2 March, 2016
NSWALC welcomes Patrick Dodson to the Senate
2 March 2016
The New South Wales Aboriginal Land Council has welcomed the announcement that former Chair of the Council for Aboriginal Reconciliation, Patrick Dodson, will fill a casual Senate vacancy in Western Australia.
NSWALC Chairperson, Cr Roy Ah-See said that Mr Dodson's integrity and experience will be an asset to the Federal Parliament.
"For more than 30 years Patrick Dodson has been at the forefront of every debate shaping the future of Aboriginal people. From land rights and deaths in custody to reconciliation and constitutional recognition, Patrick's vision, inclusiveness and wisdom have been a constant presence," Cr Ah-See said.

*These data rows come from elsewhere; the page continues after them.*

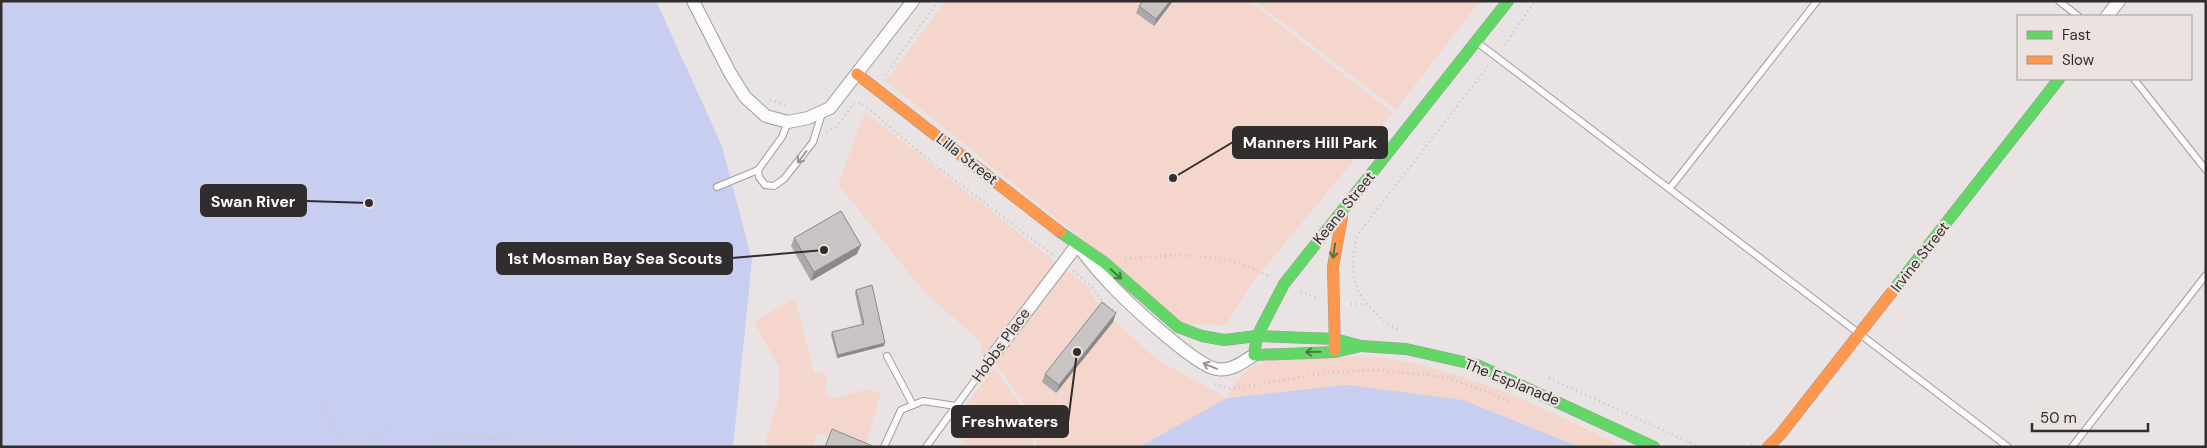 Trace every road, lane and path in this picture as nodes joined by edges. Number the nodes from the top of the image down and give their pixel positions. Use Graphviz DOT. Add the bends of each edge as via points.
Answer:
graph roads {
  1 [pos="692,1"];
  2 [pos="913,1"];
  3 [pos="938,1"];
  4 [pos="1508,1"];
  5 [pos="1535,1"];
  6 [pos="1817,1"];
  7 [pos="2059,1"];
  8 [pos="2119,1"];
  9 [pos="2077,15"];
  10 [pos="2108,15"];
  11 [pos="1477,42"];
  12 [pos="1505,46"];
  13 [pos="1492,62"];
  14 [pos="857,74"];
  15 [pos="884,77"];
  16 [pos="2058,80"];
  17 [pos="2135,80"];
  18 [pos="764,95"];
  19 [pos="836,101"];
  20 [pos="787,106"];
  21 [pos="849,109"];
  22 [pos="822,113"];
  23 [pos="788,122"];
  24 [pos="818,133"];
  25 [pos="758,170"];
  26 [pos="2206,170"];
  27 [pos="717,187"];
  28 [pos="1670,188"];
  29 [pos="1347,204"];
  30 [pos="1077,244"];
  31 [pos="1063,263"];
  32 [pos="2206,275"];
  33 [pos="1366,304"];
  34 [pos="1126,315"];
  35 [pos="1861,333"];
  36 [pos="1257,336"];
  37 [pos="1335,339"];
  38 [pos="1361,346"];
  39 [pos="1335,352"];
  40 [pos="1254,354"];
  41 [pos="887,356"];
  42 [pos="989,361"];
  43 [pos="1211,383"];
  44 [pos="914,405"];
  45 [pos="1520,405"];
  46 [pos="323,406"];
  47 [pos="956,406"];
  48 [pos="390,430"];
  49 [pos="439,433"];
  50 [pos="1777,441"];
  51 [pos="342,447"];
  52 [pos="354,447"];
  53 [pos="583,447"];
  54 [pos="884,447"];
  55 [pos="926,447"];
  56 [pos="1654,447"];
  57 [pos="1768,447"];
  58 [pos="2008,447"];
  59 [pos="2072,447"];
  1 -- 23 [label="street" via="745,97 766,116"];
  2 -- 14 [label="street"];
  3 -- 15 [label="path"];
  4 -- 11 [label="street, Keane Street"];
  5 -- 12 [label="path"];
  6 -- 28 [label="lane"];
  7 -- 9 [label="lane"];
  8 -- 10 [label="street"];
  11 -- 28 [label="lane"];
  11 -- 29 [label="street, Keane Street"];
  13 -- 33 [label="path" via="1358,234 1352,277"];
  14 -- 19 [label="street"];
  14 -- 30 [label="street, Lilla Street"];
  16 -- 35 [label="street, Irvine Street"];
  17 -- 26 [label="lane"];
  18 -- 20 [label="path"];
  19 -- 21 [label="path"];
  19 -- 22 [label="street"];
  21 -- 24 [label="path" via="836,127"];
  21 -- 31 [label="path" via="853,104 862,103 930,161"];
  22 -- 23 [label="street"];
  22 -- 24 [label="lane"];
  23 -- 25 [label="lane" via="782,137"];
  24 -- 25 [label="lane, one-way" via="779,184 765,185"];
  25 -- 27 [label="lane"];
  28 -- 35 [label="lane"];
  29 -- 36 [label="street, Keane Street" via="1284,284"];
  29 -- 37 [label="street, one-way" via="1332,266"];
  30 -- 31 [label="street, Hobbs Place"];
  30 -- 36 [label="street, Lilla Street, one-way" via="1178,327 1211,339"];
  40 -- 30 [label="street, Lilla Street, one-way" via="1227,369 1203,363 1170,340 1104,278"];
  31 -- 34 [label="path" via="1091,286 1106,306"];
  31 -- 42 [label="street, Hobbs Place"];
  32 -- 59 [label="lane"];
  35 -- 50 [label="street, Irvine Street"];
  35 -- 58 [label="lane"];
  36 -- 37 [label="street, The Esplanade"];
  36 -- 40 [label="street, Keane Street"];
  37 -- 38 [label="street, The Esplanade"];
  37 -- 39 [label="street"];
  38 -- 39 [label="street, The Esplanade"];
  38 -- 56 [label="street, The Esplanade" via="1406,349 1477,365"];
  39 -- 40 [label="street, The Esplanade, one-way"];
  41 -- 44 [label="lane"];
  42 -- 47 [label="lane, Hobbs Place"];
  43 -- 45 [label="path" via="1232,390 1330,372 1375,370 1447,377"];
  44 -- 47 [label="lane" via="923,402"];
  44 -- 54 [label="lane" via="901,410"];
  46 -- 51 [label="path"];
  47 -- 55 [label="lane, Hobbs Place"];
  48 -- 52 [label="path"];
  49 -- 53 [label="path"];
  50 -- 57 [label="street, Irvine Street"];
}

"It is pleasing that the Labor Party has looked outside the square and recruited a leader of genuine national stature to one of its Senate positions."
Cr Ah-See said that should NSW Deputy Opposition Leader, Linda Burney be successful in her bid to enter the House of Representatives, the Federal Parliament would have by far the strongest representation of Aboriginal people in its history.
"Importantly, there will be Aboriginal representation on both the Government and Opposition benches regardless of which party wins the next election," Cr Ah-See said.
Senator Dodson and Ms Burney would join Assistant Health Minister, Ken Wyatt, and Senators Nova Peris and Joanna Lindgren in the Parliament.
"Hopefully this critical mass of Aboriginal Parliamentarians will be able to achieve real outcomes for our people," Cr Ah-See said.
"NSWALC urges these parliamentarians to put their party differences aside and work together on the things we all agree on - land rights, closing the gaps in health, education and employment, reducing incarceration, achieving constitutional recognition and keeping our culture strong."
Cr Ah-See said this increased mainstream political involvement comes at a time when participation in Aboriginal elections was also strengthening.
"We had a ten percent increase in our recent Land Council elections in NSW. This greater political participation by our mob is not only good for Aboriginal people but also Australian democracy."